Studies utilizing the REDSOCS have investigated various aspects of children's behavior and classroom interactions. A focus on EBD/ADHD was also evident in the research of Fawley et al. (2020), who utilized the REDSOCS version of Ginn et al. (2009) to further investigate the nuances of such behaviors in the pre-elementary setting [31[. Floress et al. (2018) also used REDSOCS to study children with EBD/ADHD, emphasizing the interaction between these behaviors and classroom interactions [33]. Collectively, these studies underscore the utility of the REDSOCS instrument in capturing various behavioral patterns in children, with a particular emphasis on those with EBD and ADHD, and its implications for classroom dynamics and teacher-student interactions.

DOF

Studies employing DOF have provided insights into child behavior across diverse educational settings and populations. In elementary contexts, DOF has been utilized to examine general classroom behaviors, without a specific focus on disabilities [16, 36]. However, other studies have concentrated directly on the utility of DOFs for capturing behavior in children with EBD and ADHD [52, 74]. These studies demonstrate the versatility of DOF in elementary settings for both broad and targeted behavioral assessments.

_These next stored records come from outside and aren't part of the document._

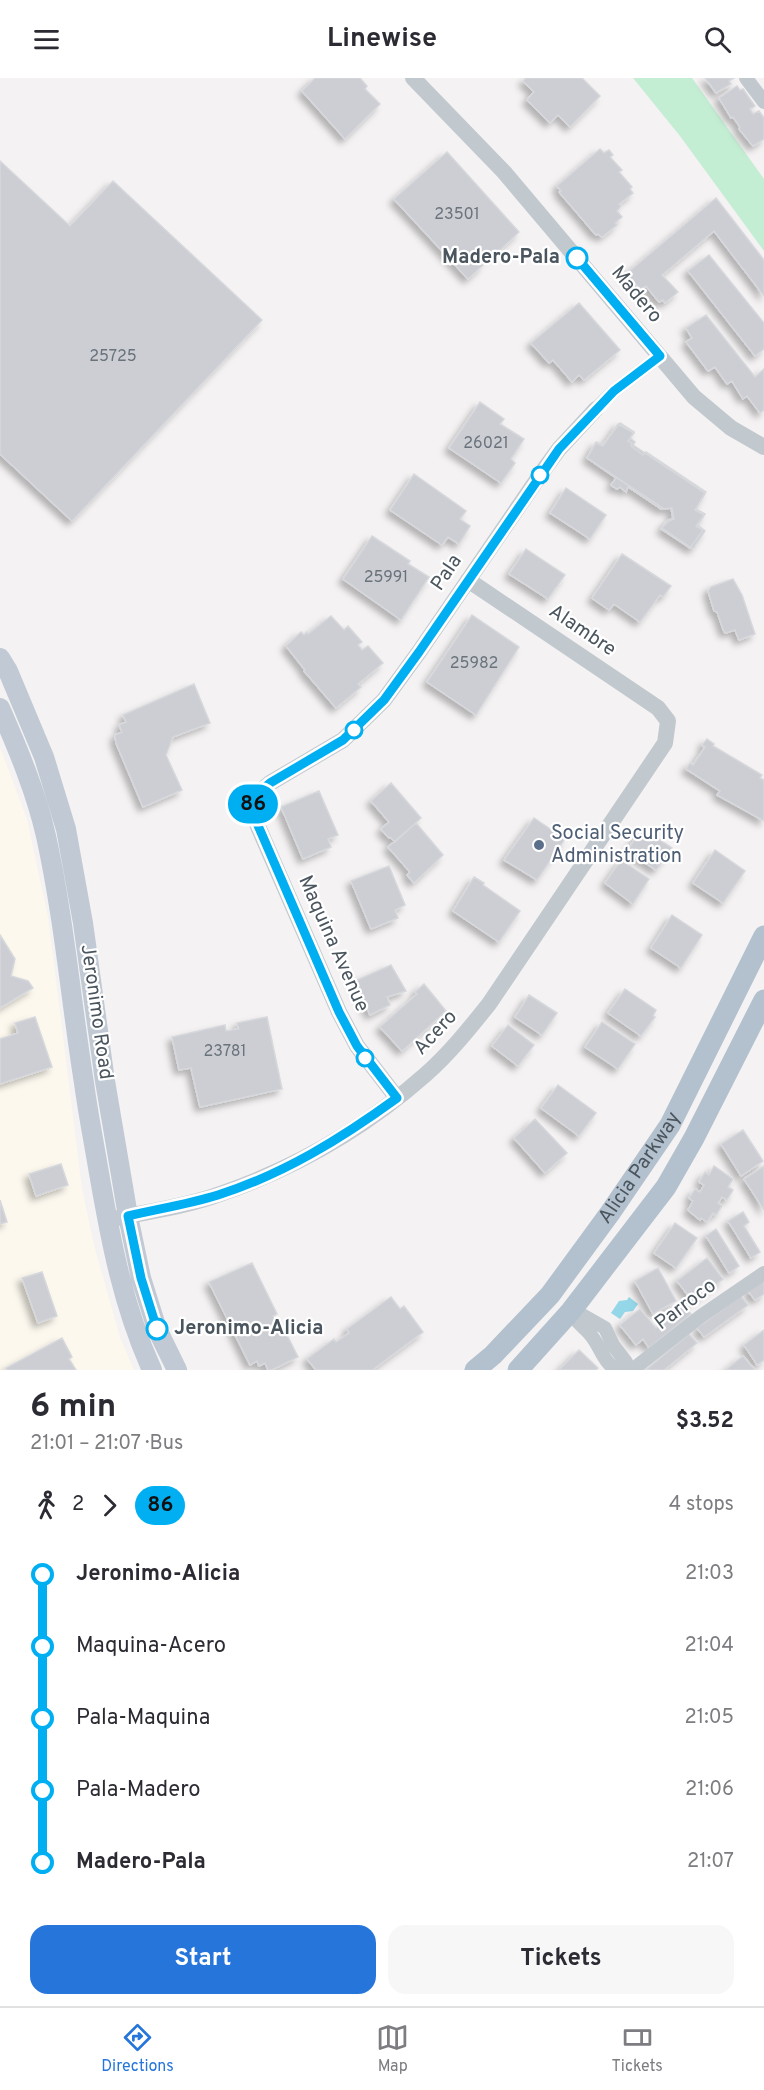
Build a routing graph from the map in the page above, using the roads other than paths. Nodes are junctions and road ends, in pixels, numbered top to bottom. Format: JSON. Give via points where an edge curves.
{"nodes":[{"id":1,"x":413,"y":78,"type":"edge"},
{"id":2,"x":746,"y":78,"type":"edge"},
{"id":3,"x":764,"y":102,"type":"edge"},
{"id":4,"x":660,"y":356,"type":"junction"},
{"id":5,"x":596,"y":409,"type":"joint"},
{"id":6,"x":764,"y":447,"type":"edge"},
{"id":7,"x":468,"y":580,"type":"junction"},
{"id":8,"x":0,"y":658,"type":"edge"},
{"id":9,"x":21,"y":702,"type":"junction"},
{"id":10,"x":0,"y":710,"type":"edge"},
{"id":11,"x":668,"y":721,"type":"joint"},
{"id":12,"x":254,"y":796,"type":"joint"},
{"id":13,"x":764,"y":936,"type":"edge"},
{"id":14,"x":764,"y":1000,"type":"edge"},
{"id":15,"x":397,"y":1098,"type":"junction"},
{"id":16,"x":626,"y":1189,"type":"junction"},
{"id":17,"x":128,"y":1216,"type":"junction"},
{"id":18,"x":107,"y":1221,"type":"junction"},
{"id":19,"x":764,"y":1273,"type":"edge"},
{"id":20,"x":571,"y":1311,"type":"junction"},
{"id":21,"x":493,"y":1355,"type":"junction"},
{"id":22,"x":152,"y":1370,"type":"edge"},
{"id":23,"x":177,"y":1370,"type":"edge"},
{"id":24,"x":475,"y":1370,"type":"edge"},
{"id":25,"x":518,"y":1370,"type":"edge"},
{"id":26,"x":618,"y":1370,"type":"edge"},
{"id":27,"x":627,"y":1370,"type":"edge"},
{"id":28,"x":632,"y":1370,"type":"edge"}],
"edges":[{"from":1,"to":4,"type":"street","name":"Madero","via":[[504,172]]},
{"from":2,"to":3,"type":"street"},
{"from":4,"to":5,"type":"street","name":"Pala"},
{"from":4,"to":6,"type":"street","name":"Madero","via":[[694,397],[731,428]]},
{"from":5,"to":7,"type":"street","name":"Pala","via":[[559,449]]},
{"from":7,"to":11,"type":"street","name":"Alambre","via":[[658,708]]},
{"from":7,"to":12,"type":"street","name":"Pala","via":[[416,657],[365,720],[343,740]]},
{"from":8,"to":9,"type":"main road","name":"Jeronimo Road"},
{"from":9,"to":10,"type":"street"},
{"from":9,"to":17,"type":"main road","name":"Jeronimo Road","via":[[44,757],[66,829]]},
{"from":10,"to":18,"type":"main road","name":"Jeronimo Road","via":[[23,764],[45,834],[64,931]]},
{"from":11,"to":15,"type":"street","name":"Acero","via":[[665,743],[646,774],[489,1004],[454,1047]]},
{"from":12,"to":15,"type":"street","name":"Maquina Avenue","via":[[253,814],[339,1012],[357,1046]]},
{"from":13,"to":16,"type":"main road","name":"Alicia Parkway","via":[[670,1125]]},
{"from":14,"to":20,"type":"main road","name":"Alicia Parkway","via":[[666,1187]]},
{"from":15,"to":17,"type":"street","name":"Acero","via":[[286,1168],[219,1195]]},
{"from":16,"to":20,"type":"main road","via":[[614,1233],[578,1278]]},
{"from":16,"to":21,"type":"main road","name":"Alicia Parkway","via":[[550,1295]]},
{"from":17,"to":18,"type":"street","name":"Acero"},
{"from":17,"to":23,"type":"main road","name":"Jeronimo Road","via":[[157,1329]]},
{"from":18,"to":22,"type":"main road","name":"Jeronimo Road","via":[[120,1284]]},
{"from":19,"to":28,"type":"street","name":"Parroco"},
{"from":20,"to":21,"type":"main road","via":[[548,1320],[524,1339]]},
{"from":20,"to":25,"type":"main road","name":"Alicia Parkway"},
{"from":20,"to":26,"type":"street"},
{"from":20,"to":27,"type":"street","via":[[605,1328]]},
{"from":21,"to":24,"type":"main road","name":"Alicia Parkway"}]}
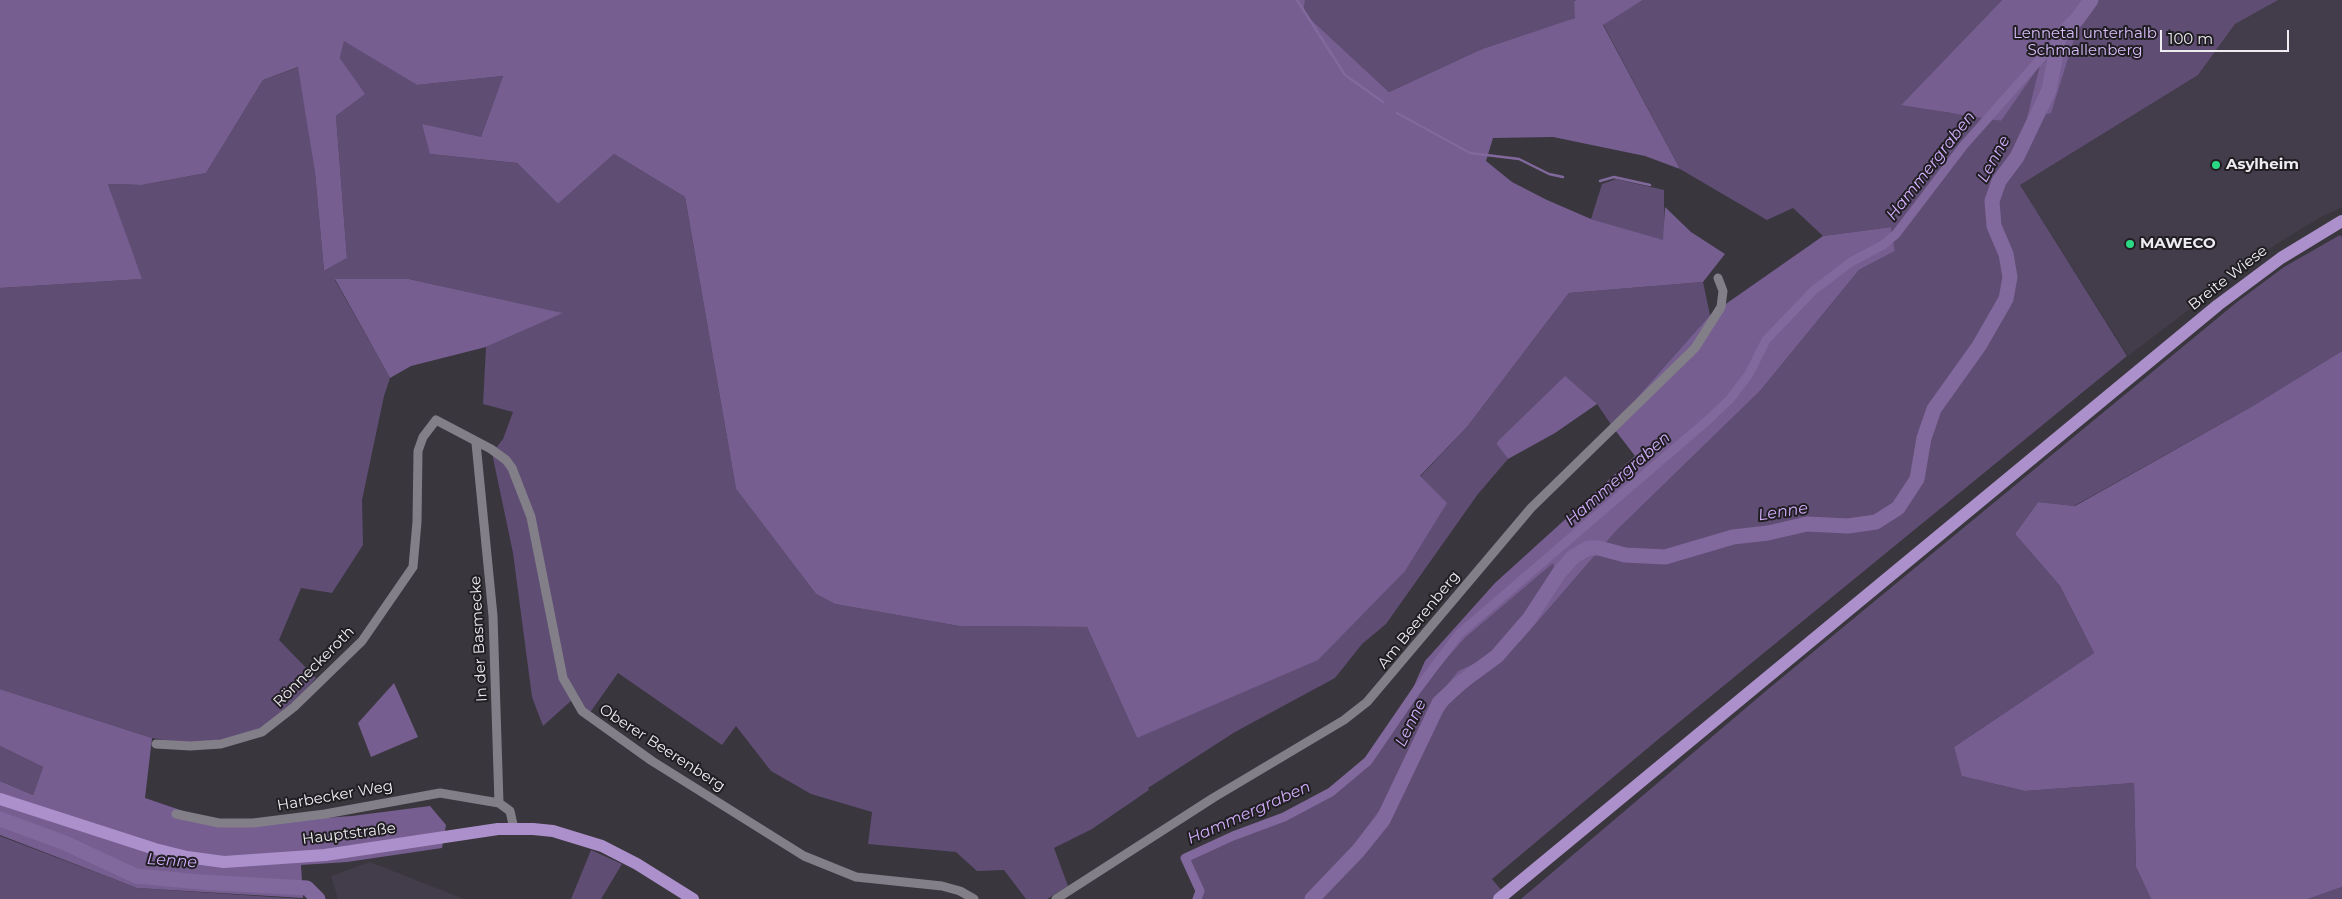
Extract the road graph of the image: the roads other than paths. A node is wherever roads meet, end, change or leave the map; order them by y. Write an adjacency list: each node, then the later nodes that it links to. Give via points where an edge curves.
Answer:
1 (2342, 221): 12 (main road, Breite Wiese, via 2255,276)
2 (1718, 278): 11 (street, Am Beerenberg, via 1722,291 1721,307 1695,348 1531,508 1368,702)
3 (476, 443): 4 (street, Rönneckeroth, via 436,420 423,437 417,458 417,522 412,566 362,641 340,665 281,719 254,736 205,746); 6 (street, In der Basmecke, via 493,616); 10 (street, Oberer Beerenberg, via 500,456 512,468 531,518 563,678 582,711 652,761 804,856 856,877 942,886)
4 (156, 744)
5 (0, 799): 8 (main road, Hauptstraße, via 155,849 224,862 325,855)
6 (499, 803): 7 (street, Harbecker Weg, via 440,793 326,814 238,824 197,820); 8 (street, via 510,811)
7 (176, 814)
8 (514, 828): 9 (main road, Hauptstraße, via 553,832 602,846)
9 (693, 899)
10 (974, 899)
11 (1056, 899)
12 (1499, 899)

Expanding beyond elementary grades, Taylor et al. (2021) applied DOF specifically to preschool children identified as at-risk, underscoring its value in early observation and intervention during preschool [25]. Overall, DOF research highlights the adaptability of the instrument across educational settings from preschool to elementary school, diverse student populations from general education to special needs, and a range of assessment purposes from broad observations to diagnoses of specific disorders such as ADHD. The findings reveal that DOF is an efficacious tool for capturing the multidimensional spectrum of children’s classroom behaviors to inform supportive practices.

MOOSES, MPAC-R/, BOSS, and TCIDOS

Other specialized direct observation tools, such as MOOSES, MPAC-R/, BOSS, and TCIDOS, have also provided valuable insights into child behaviors and teacher-student interactions. MOOSES has been utilized in both preschools [67, 69] and elementary setings [62] to observe behaviors ispecial-educationcial education populations. The Minnesota Preschool Affect Checklist, Revised and Shortened.(MPAC-R/S) has been applied in preschool contexts to capture emotional and behavioral patterns, including in children with EBD/ADHD and in head start programs [24, 41]. The TCIDOS has been used in multiple studies focusing on at-risk preschool populations [21, 73]. BOSS has provided insights into ADHD and EBD behavioral profiles, specifically in elementary classrooms [22].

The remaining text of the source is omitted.